Grazie per questa intervista e per la partecipazione al #GMSummit24.
Nuove ricette per il digitale e il marketing online: proporrete al #GMSummit24 qualche novità, oppure un prodotto o servizio che metterete in qualche modo in evidenza o di cui volete accennare in queste righe?
Parliamoci francamente: c’è ben poco da inventarsi di nuovo, credo sia sufficiente ciò che abbiamo a disposizione. Per inventarsi qualcosa che valga la pena di esser messo in evidenza bisogna avere delle risorse valide e non indifferenti, altrimenti si rischia l’effetto “siamo un’azienda leader del settore”, leader di che? C’è però molto da correggere, questo sì. Creare e veicolare storie e contenuti nel modo giusto e nei giusti tempi non è sempre immediato e non dipende certo dai servizi offerti. D’altronde oggi tutti producono contenuti. Ma non tutti sanno creare storie da raccontare, lo recita anche il nostro sito.
Social media: la grande novità della fine del XX secolo si avvicina ai 30 anni di storia, con Facebook che il 4 febbraio ne ha compiuti 20 e le piattaforme più giovani che hanno saputo imporre nel tempo nuovi standard. Sono ancora centrali e prospettici per le aziende o stanno lentamente perdendo forza?
Non credo che possano perdere forza facilmente perché hanno dimostrato nel corso degli anni di saper offrire alle aziende strumenti di engagement sempre più potenti e mirati. Purtroppo, e a discapito di ciò che sembra, non tutti ne riconoscono le reali potenzialità, molti credono di dover essere presenti sui social perché bisogna farlo ma sul come, rischiamo di scoperchiare il vaso di Pandora. Che siano centrali, non credo lo siano per tutti perché la comunicazione e la creazione dei contenuti di un messaggio devono appoggiarsi a precisi e adeguati mezzi e quest’azione può anche non essere social-centrica, sicuramente di supporto ma non sempre centrali. Prospettici sì, soprattutto per determinati settori se si accetta di rispettarne tutti i canoni iniziando dall’elemento cardine: il linguaggio. Tutto cambia, e oggi lo fa molto velocemente, se si decide di starci dentro bisogna farlo adeguatamente, è l’unico modo per trarne vantaggi anche a discapito di qualche commento negativo.

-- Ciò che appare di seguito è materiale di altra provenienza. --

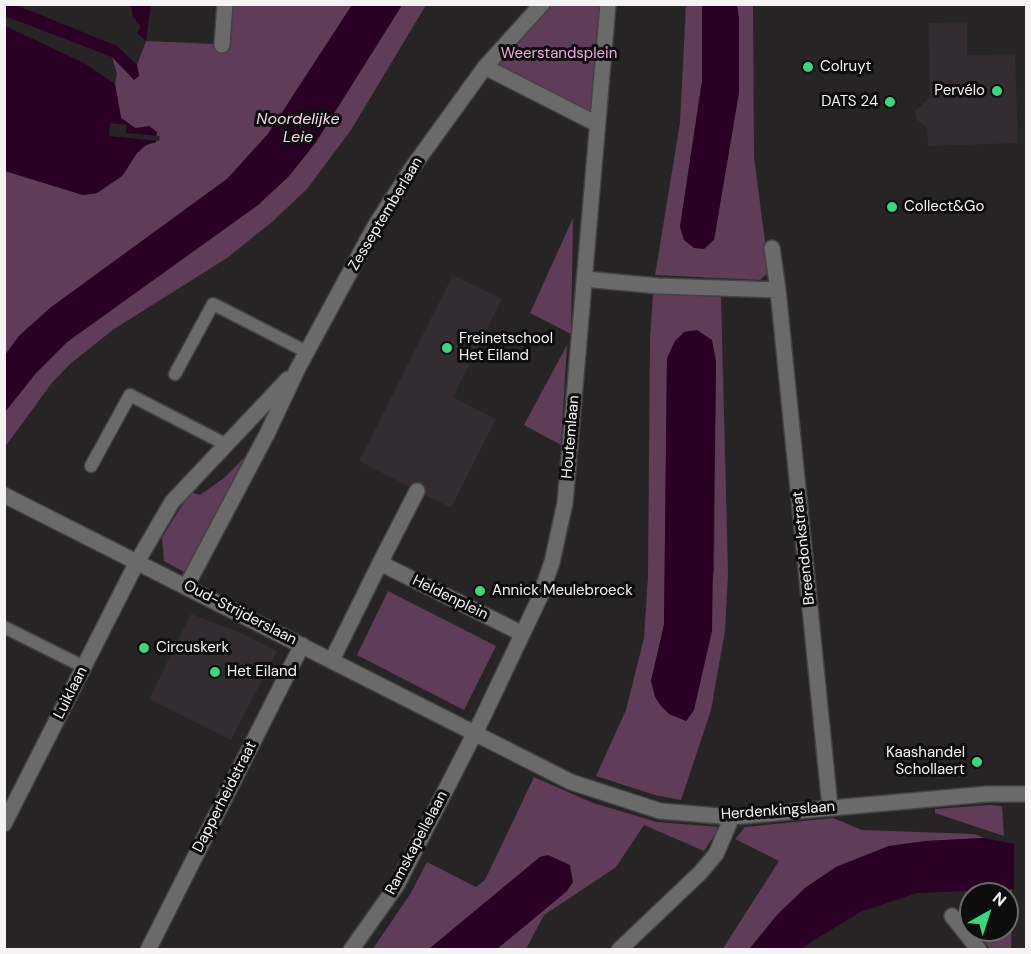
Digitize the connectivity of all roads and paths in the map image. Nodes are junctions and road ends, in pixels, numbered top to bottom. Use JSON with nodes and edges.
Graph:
{"nodes":[{"id":1,"x":225,"y":4,"type":"edge"},
{"id":2,"x":542,"y":4,"type":"edge"},
{"id":3,"x":608,"y":4,"type":"edge"},
{"id":4,"x":222,"y":45,"type":"dead end"},
{"id":5,"x":485,"y":68,"type":"junction"},
{"id":6,"x":597,"y":124,"type":"junction"},
{"id":7,"x":772,"y":248,"type":"dead end"},
{"id":8,"x":585,"y":279,"type":"junction"},
{"id":9,"x":778,"y":290,"type":"junction"},
{"id":10,"x":307,"y":352,"type":"junction"},
{"id":11,"x":298,"y":368,"type":"junction"},
{"id":12,"x":175,"y":374,"type":"dead end"},
{"id":13,"x":225,"y":444,"type":"junction"},
{"id":14,"x":91,"y":466,"type":"dead end"},
{"id":15,"x":417,"y":491,"type":"dead end"},
{"id":16,"x":4,"y":495,"type":"edge"},
{"id":17,"x":137,"y":562,"type":"junction"},
{"id":18,"x":380,"y":563,"type":"junction"},
{"id":19,"x":186,"y":586,"type":"junction"},
{"id":20,"x":4,"y":627,"type":"edge"},
{"id":21,"x":521,"y":633,"type":"junction"},
{"id":22,"x":302,"y":645,"type":"junction"},
{"id":23,"x":332,"y":660,"type":"junction"},
{"id":24,"x":84,"y":667,"type":"junction"},
{"id":25,"x":475,"y":731,"type":"junction"},
{"id":26,"x":1026,"y":794,"type":"edge"},
{"id":27,"x":830,"y":807,"type":"junction"},
{"id":28,"x":732,"y":817,"type":"junction"},
{"id":29,"x":4,"y":824,"type":"edge"},
{"id":30,"x":952,"y":916,"type":"dead end"},
{"id":31,"x":148,"y":950,"type":"edge"},
{"id":32,"x":351,"y":950,"type":"edge"},
{"id":33,"x":620,"y":950,"type":"edge"},
{"id":34,"x":979,"y":950,"type":"edge"}],
"edges":[{"from":1,"to":4,"type":"street"},
{"from":2,"to":5,"type":"street"},
{"from":3,"to":6,"type":"street"},
{"from":5,"to":6,"type":"street"},
{"from":5,"to":10,"type":"street","name":"Zesseptemberlaan"},
{"from":6,"to":8,"type":"street","name":"Houtemlaan"},
{"from":7,"to":9,"type":"street","name":"Breendonkstraat"},
{"from":8,"to":9,"type":"street"},
{"from":8,"to":21,"type":"street","name":"Houtemlaan"},
{"from":9,"to":27,"type":"street","name":"Breendonkstraat"},
{"from":10,"to":11,"type":"street","name":"Zesseptemberlaan"},
{"from":10,"to":12,"type":"street"},
{"from":11,"to":13,"type":"street","name":"Zesseptemberlaan"},
{"from":11,"to":19,"type":"street","name":"Zesseptemberlaan"},
{"from":13,"to":14,"type":"street"},
{"from":13,"to":17,"type":"street","name":"Zesseptemberlaan"},
{"from":15,"to":18,"type":"street"},
{"from":16,"to":17,"type":"street","name":"Oud-Strijderslaan"},
{"from":17,"to":19,"type":"street","name":"Oud-Strijderslaan"},
{"from":17,"to":24,"type":"street","name":"Luiklaan"},
{"from":18,"to":21,"type":"street","name":"Heldenplein"},
{"from":18,"to":23,"type":"street"},
{"from":19,"to":22,"type":"street","name":"Oud-Strijderslaan"},
{"from":20,"to":24,"type":"street"},
{"from":21,"to":25,"type":"street","name":"Houtemlaan"},
{"from":22,"to":23,"type":"street","name":"Oud-Strijderslaan"},
{"from":22,"to":31,"type":"street","name":"Dapperheidstraat"},
{"from":23,"to":25,"type":"street","name":"Oud-Strijderslaan"},
{"from":24,"to":29,"type":"street","name":"Luiklaan"},
{"from":25,"to":28,"type":"street","name":"Herdenkingslaan"},
{"from":25,"to":32,"type":"street","name":"Ramskapellelaan"},
{"from":26,"to":27,"type":"street","name":"Herdenkingslaan"},
{"from":27,"to":28,"type":"street","name":"Herdenkingslaan"},
{"from":28,"to":33,"type":"street"},
{"from":30,"to":34,"type":"street"}]}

Ambassador, influencer, opinion leader: cos’è cambiato nella percezione e nel rapporto con le aziende da quando è iniziata l’era di TikTok e del reality show permanente, in cui ciascuno racconta in live streaming la propria esistenza?
Tik Tok è il re indiscusso della social experience, sia per le aziende che per le social people, ma c’è una percezione errata sul modus operandi. Strategie come il product placement o l’uso di testimonial sono sempre esistiti, hanno solo assunto significati e nomi diversi dettati da una targetizzazione più mirata ed efficace. Per far sì che la percezione sia davvero quella giusta bisognerebbe più che altro lavorare sulla scelta delle figure: non basta chiamare la prima agenzia di influencer che troviamo su Google e selezionare i più blasonati o conosciuti, ma bisognerebbe creare un po’ di empatia con chi si sceglie di farsi rappresentare altrimenti si rischia l’effetto usa e getta e a volte ciò che viene gettato sono budget sproporzionati. Bisognerebbe creare rapporti a lungo termine, nel caso di ambassador e opinion leader, perché credere che “se chiamo tizio, ci fa fare il botto in 15 giorni”, non è sempre una buona idea oltre che non vero. La crescita e l’efficacia di un messaggio a volte hanno dei tempi imprescindibili per essere assimilati e la social culture del “tutto e subito” regge fino a certo punto perché l’utente vuole ancora affezionarsi e sentirsi rappresentato, e questo richiede tempo.